L’ordre du Saint-Esprit, dont le rétablissement est officialisé par l’ordonnance royale du 28 septembre 1814, se réorganise dès le mois de juin(35). L’huissier Caminade de Castres envoie le 17 juin 1814 une lettre circulaire aux familles des anciens membres, pour tenter de comptabiliser les colliers et les croix d’Ancien Régime subsistants. En outre, il demande à Coudray un devis pour cent colliers du Saint-Esprit, leur croix avec cordon bleu et leur écrin. Un collier, pesant 2 mars, 7 onces et 6 gros d’or, avec sa croix, reviendrait à 4690 francs, et avec une seconde croix, un cordon et un écrin à 5035 francs(36). Néanmoins, jusqu’en 1820, seuls le roi et les princes étrangers se voient effectivement fournir des colliers. Un collier est remis au comte de Blacas pour Louis XVIII dès le 21 juillet 1814 ; ce collier est finalement offert par le roi au prince régent d’Angleterre, futur Georges IV, sous la seconde Restauration, en août 1815(37).Trois nouveaux colliers semblables sont commandés par le comte de Pradel, directeur de la Maison du Roi, le 16 juillet 1815, en même temps que trois croix à fournir sur le champ à Louis XVIII(38) . Pris par l’urgence, Coudray se procure trois croix existantes de dignitaires de l’ordre, s’engageant à les remplacer. Le chancelier Dambray, le grand trésorier de Sèze, le maître des cérémonies d’Aguesseau, l’huissier Caminade et le héraut Dutillet du Villars avaient probablement reçu une croix dès 1814. Les trois colliers et les insignes sont remis aux souverains alliés, le tsar Alexandre, Frédéric-Guillaume III de Prusse, et François 1er d’Autriche, avant leur départ de Paris, en septembre suivant(39). Au début de l’année 1816, Coudray soumet un devis de 4835 francs pour la fourniture d’un collier du Saint-Esprit, pour le service personnel du roi, probablement en remplacement du collier offert au prince régent(40) . Il demande finalement 4500 francs du collier achevé en octobre, prix confirmé par l’expertise effectuée en novembre. Ce collier se compose de vingt-neuf maillons émaillés et d’une grande croix suspendue à une chaine en or(41).
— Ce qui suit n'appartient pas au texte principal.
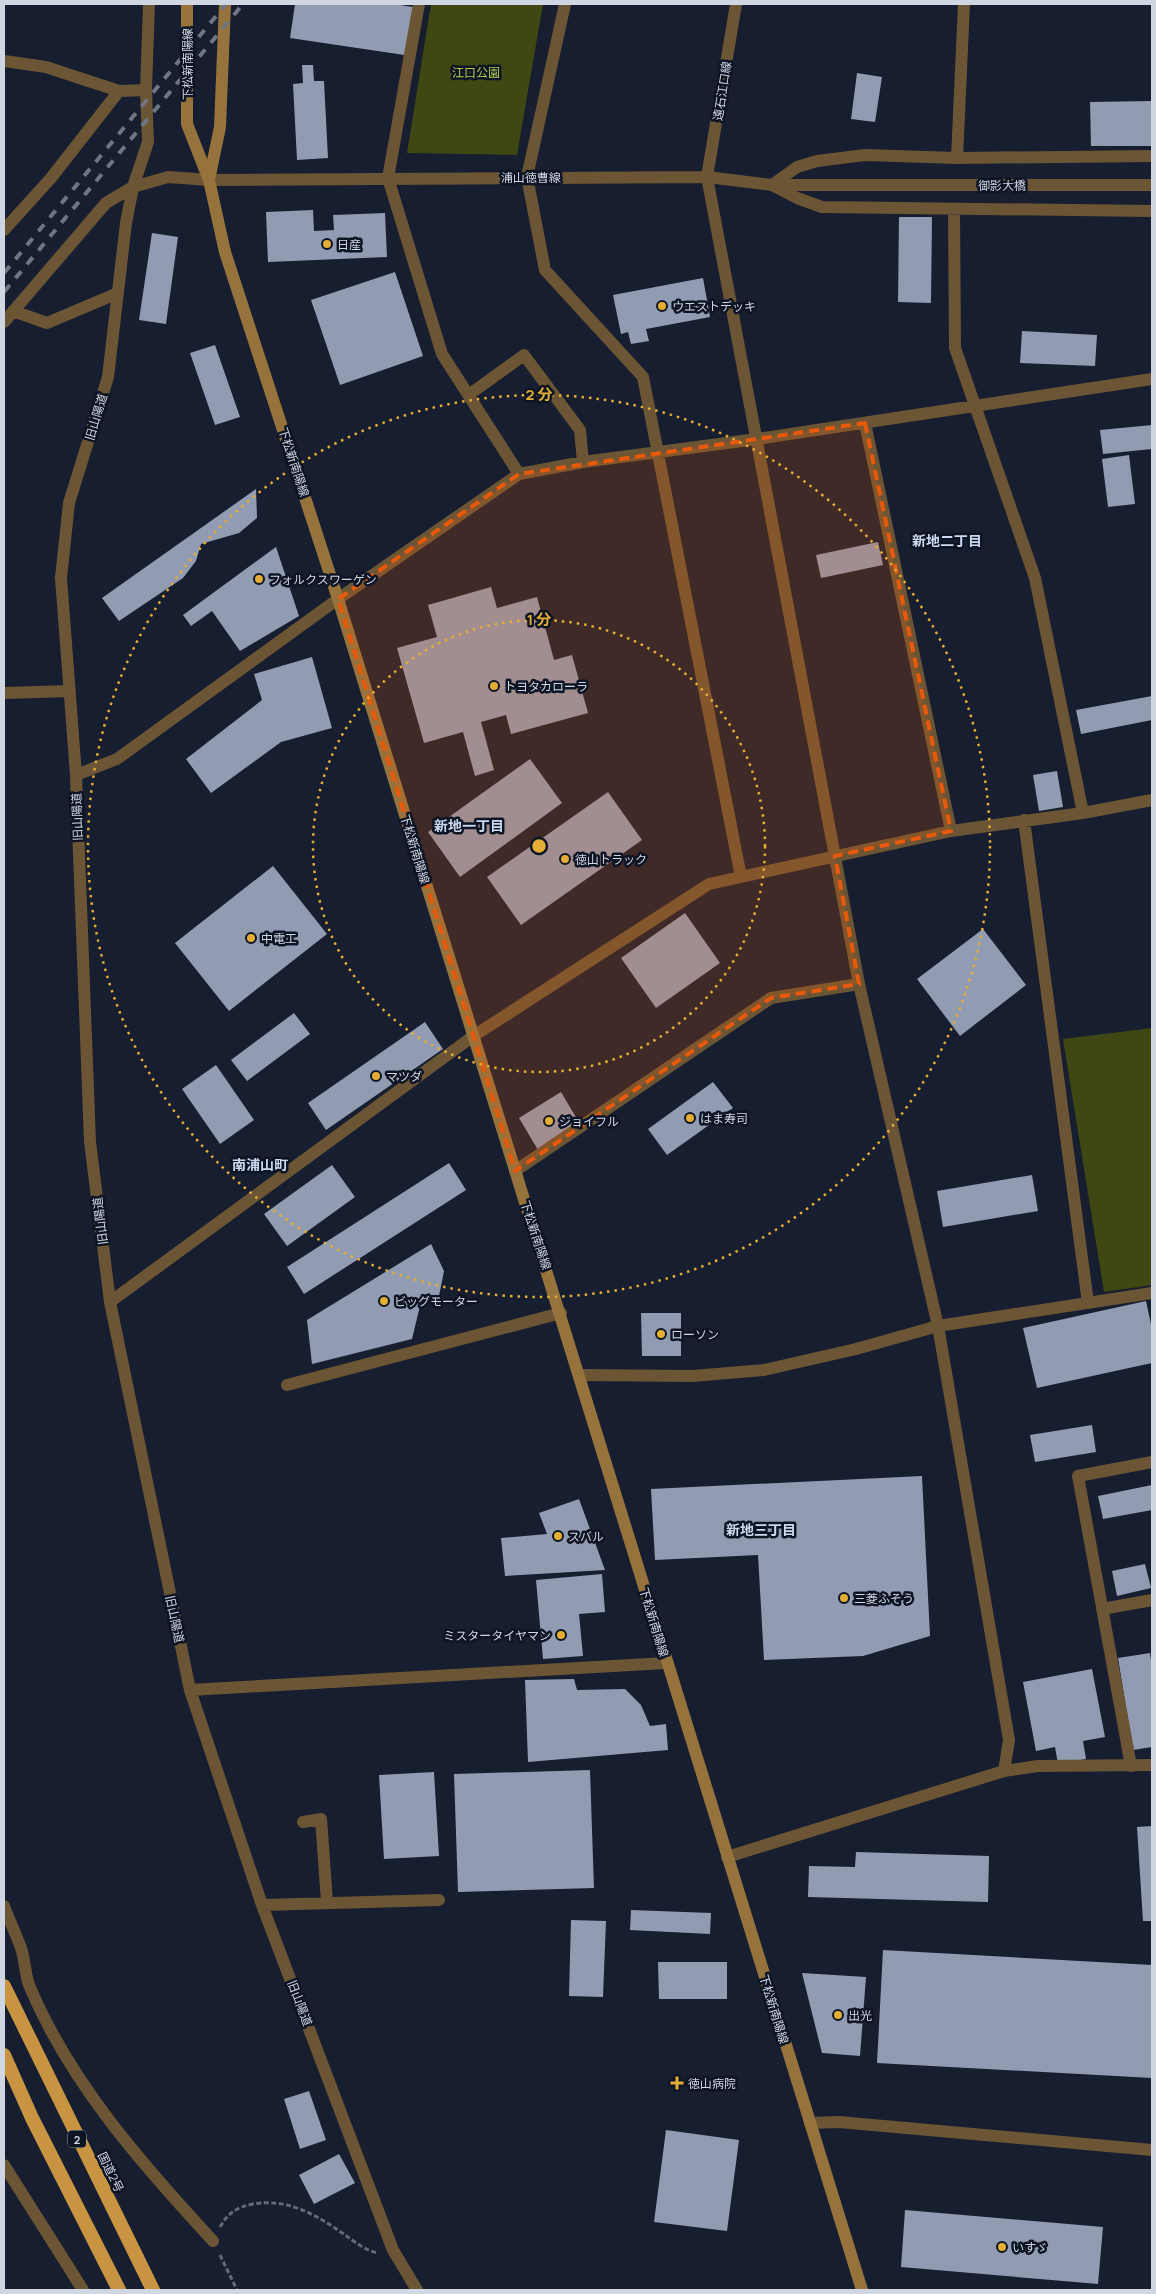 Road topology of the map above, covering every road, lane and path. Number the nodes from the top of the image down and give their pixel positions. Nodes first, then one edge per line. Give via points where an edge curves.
1 (149, 4) edge
2 (187, 4) edge
3 (225, 4) edge
4 (419, 4) edge
5 (565, 4) edge
6 (736, 4) edge
7 (964, 4) edge
8 (4, 61) edge
9 (146, 90) junction
10 (119, 91) junction
11 (1152, 156) edge
12 (957, 158) junction
13 (527, 177) junction
14 (707, 177) junction
15 (388, 178) junction
16 (209, 180) junction
17 (772, 184) junction
18 (852, 184) joint
19 (1152, 185) edge
20 (133, 187) junction
21 (954, 208) junction
22 (1152, 212) edge
23 (4, 230) edge
24 (118, 293) junction
25 (13, 311) junction
26 (4, 322) edge
27 (1152, 379) edge
28 (470, 394) junction
29 (974, 406) junction
30 (865, 423) junction
31 (757, 439) junction
32 (657, 452) junction
33 (583, 462) junction
34 (519, 474) junction
35 (338, 599) junction
36 (70, 691) junction
37 (4, 693) edge
38 (76, 775) junction
39 (1152, 800) edge
40 (1083, 813) junction
41 (1024, 820) junction
42 (952, 831) junction
43 (835, 856) junction
44 (741, 877) junction
45 (859, 984) junction
46 (472, 1037) junction
47 (515, 1171) junction
48 (1152, 1293) edge
49 (110, 1302) junction
50 (1088, 1303) junction
51 (561, 1313) junction
52 (938, 1326) junction
53 (579, 1375) junction
54 (287, 1385) dead end
55 (1152, 1462) edge
56 (1152, 1600) edge
57 (1102, 1609) junction
58 (666, 1663) junction
59 (190, 1690) junction
60 (1152, 1765) edge
61 (1130, 1766) junction
62 (1004, 1771) junction
63 (303, 1822) dead end
64 (727, 1857) junction
65 (439, 1900) dead end
66 (327, 1902) junction
67 (262, 1905) junction
68 (4, 1906) edge
69 (4, 1986) edge
70 (4, 2055) edge
71 (810, 2124) junction
72 (1152, 2150) edge
73 (4, 2165) edge
74 (213, 2241) junction
75 (393, 2250) junction
76 (83, 2290) edge
77 (119, 2290) edge
78 (152, 2290) edge
79 (237, 2290) edge
80 (417, 2290) edge
81 (862, 2290) edge

1 - 9 street, 旧山陽道
2 - 16 main road, 下松新南陽線 via 187,124
3 - 16 main road, 下松新南陽線 via 220,127
4 - 15 street
5 - 13 street
6 - 14 street, 遠石江口線
7 - 12 street
8 - 10 street via 46,67
9 - 10 street
9 - 20 street, 旧山陽道 via 148,142
10 - 23 street via 51,178
11 - 12 street
12 - 17 street via 865,155 836,159 797,167
13 - 14 street, 浦山徳曹線
13 - 15 street, 浦山徳曹線
13 - 32 street via 545,270 643,377
14 - 17 street, 浦山徳曹線
14 - 31 street
15 - 16 street, 浦山徳曹線
15 - 28 street via 442,354
16 - 20 street via 168,177
16 - 35 main road, 下松新南陽線 via 226,252
17 - 18 street, 浦山徳曹線
17 - 21 street via 797,198 822,206
18 - 19 street, 御影大橋
20 - 24 street, 旧山陽道
20 - 25 street via 106,203
21 - 22 street
21 - 29 street via 954,348
24 - 25 street via 47,323
24 - 36 street, 旧山陽道 via 108,377 69,503 61,578
25 - 26 street
27 - 29 street
28 - 33 street via 524,355 580,430
28 - 34 street
29 - 30 street
29 - 40 street via 1035,578
30 - 31 street
30 - 42 street
31 - 32 street
31 - 43 street
32 - 33 street
32 - 44 street
33 - 34 street
34 - 35 street
35 - 38 street via 117,759
35 - 46 main road, 下松新南陽線
36 - 37 street
36 - 38 street, 旧山陽道
38 - 49 street, 旧山陽道 via 90,1142
39 - 40 street
40 - 41 street
41 - 42 street
41 - 50 street
42 - 43 street
43 - 44 street
43 - 45 street
44 - 46 street via 709,884
45 - 47 street via 771,998
45 - 52 street
46 - 47 main road, 下松新南陽線
46 - 49 street
47 - 51 main road, 下松新南陽線
48 - 50 street
49 - 59 street, 旧山陽道
50 - 52 street
51 - 53 main road, 下松新南陽線
51 - 54 street
52 - 53 street via 764,1370 693,1376
52 - 62 street via 1009,1740
53 - 58 main road, 下松新南陽線
55 - 57 street via 1078,1476
56 - 57 street
57 - 61 street
58 - 59 street
58 - 64 main road, 下松新南陽線
59 - 67 street, 旧山陽道
60 - 61 street
61 - 62 street via 1038,1766
62 - 64 street
63 - 66 street via 321,1819
64 - 71 main road, 下松新南陽線
65 - 66 street
66 - 67 street
67 - 75 street, 旧山陽道
68 - 74 street via 21,1949 29,1984 61,2048 108,2120
69 - 78 highway, 国道2号 / 2
70 - 77 highway, 2 via 32,2118
71 - 72 street via 839,2122
71 - 81 main road, 下松新南陽線
73 - 76 street
74 - 75 path via 225,2218 239,2207 266,2202 302,2208 373,2252 381,2254
74 - 79 path
75 - 80 street, 旧山陽道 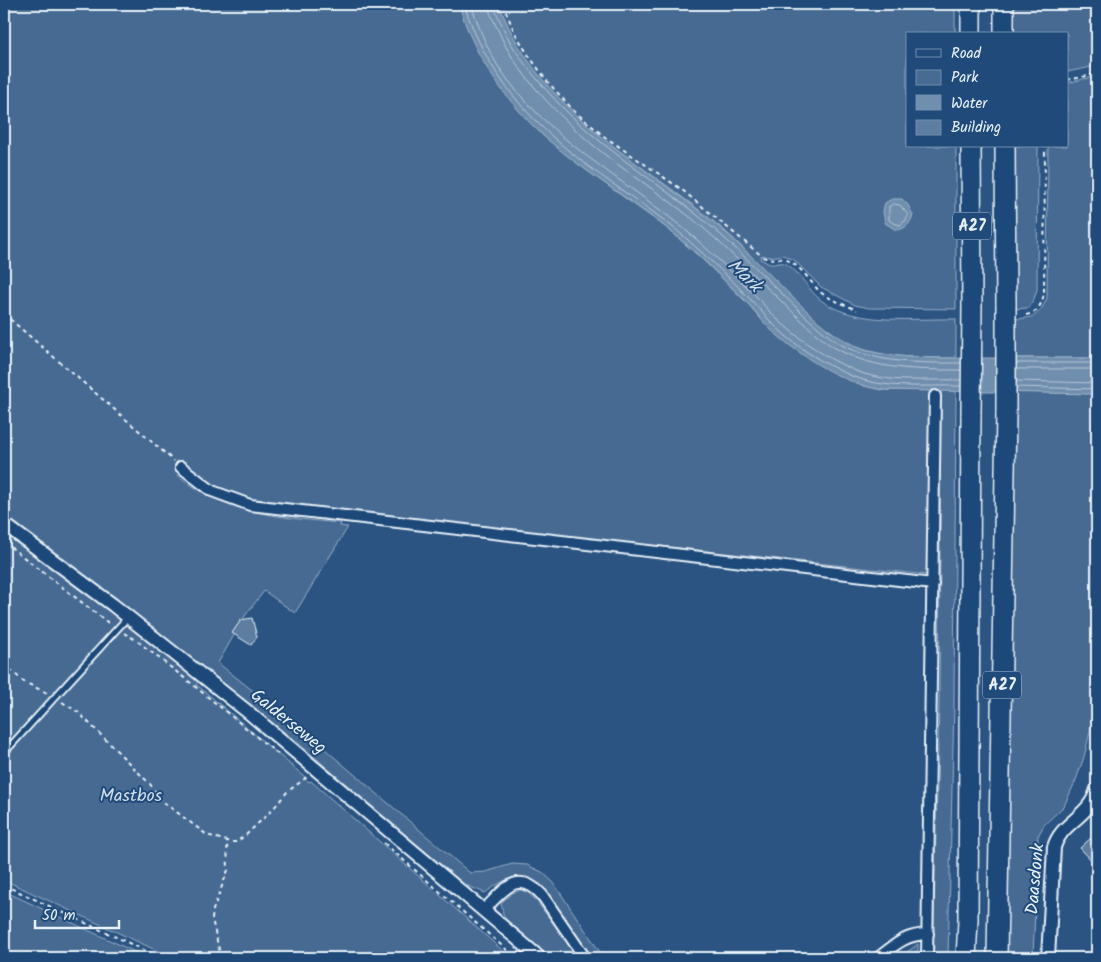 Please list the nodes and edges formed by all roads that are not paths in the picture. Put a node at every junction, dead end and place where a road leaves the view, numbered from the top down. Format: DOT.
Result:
graph roads {
  1 [pos="971,4"];
  2 [pos="1004,4"];
  3 [pos="971,32"];
  4 [pos="1004,32"];
  5 [pos="972,148"];
  6 [pos="1005,148"];
  7 [pos="935,396"];
  8 [pos="181,467"];
  9 [pos="4,524"];
  10 [pos="932,584"];
  11 [pos="128,617"];
  12 [pos="4,753"];
  13 [pos="1097,789"];
  14 [pos="484,910"];
  15 [pos="928,934"];
  16 [pos="540,958"];
  17 [pos="585,958"];
  18 [pos="878,958"];
  19 [pos="927,958"];
  20 [pos="966,958"];
  21 [pos="997,958"];
  22 [pos="1048,958"];
  1 -- 3 [label="highway"];
  2 -- 4 [label="highway"];
  5 -- 20 [label="highway, A27, bridge"];
  6 -- 21 [label="highway, A27, bridge"];
  7 -- 10 [label="street"];
  8 -- 10 [label="street"];
  9 -- 11 [label="street, Galderseweg"];
  10 -- 15 [label="street"];
  11 -- 12 [label="lane"];
  11 -- 14 [label="street, Galderseweg"];
  13 -- 22 [label="street, Daasdonk"];
  14 -- 16 [label="street, Galderseweg"];
  14 -- 17 [label="street"];
  15 -- 18 [label="street"];
  15 -- 19 [label="street"];
} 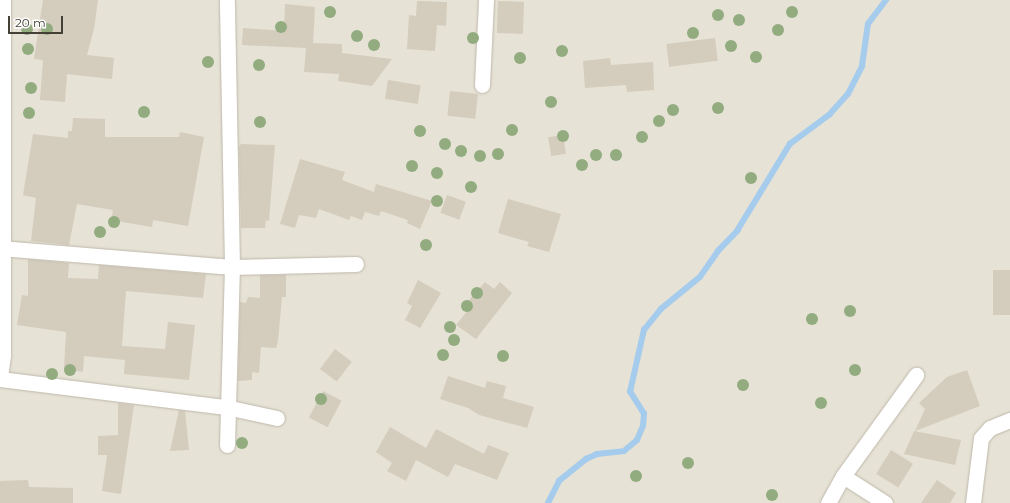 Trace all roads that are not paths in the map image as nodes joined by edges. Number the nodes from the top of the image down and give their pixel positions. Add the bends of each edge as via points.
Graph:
1 (3, 0) edge
2 (227, 0) edge
3 (486, 0) edge
4 (482, 85) dead end
5 (1, 248) edge
6 (356, 264) dead end
7 (232, 267) junction
8 (916, 375) dead end
9 (0, 378) edge
10 (226, 407) junction
11 (277, 418) dead end
12 (1010, 420) edge
13 (227, 445) dead end
14 (843, 476) junction
15 (828, 503) edge
16 (885, 503) edge
17 (973, 503) edge

1 - 5 street
2 - 7 street
3 - 4 street
5 - 7 street
5 - 9 street via 3,355
6 - 7 street
7 - 10 street
8 - 14 street
9 - 10 street
10 - 11 street
10 - 13 street
12 - 17 street via 990,428 981,438
14 - 15 street
14 - 16 street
À l’occasion du service funèbre célébré à Saint-Denis en mémoire de Louis XVI, le 21 janvier 1816, Coudray fournit aux Menus Plaisirs un « faux » collier du Saint-Esprit, pour lequel l’émail est remplacé par un vernis posé en plusieurs couches, et l’or par du cuivre doré(42). Ce collier est destiné à servir aux pompes funèbres et autres cérémonies(43). En 1824, il est ainsi déposé sur le cercueil de Louis XVIII, dans la chapelle ardente de Saint-Denis. Il est en outre réclamé par le peintre Gérard comme accessoire pour peindre le portrait de Charles X(44).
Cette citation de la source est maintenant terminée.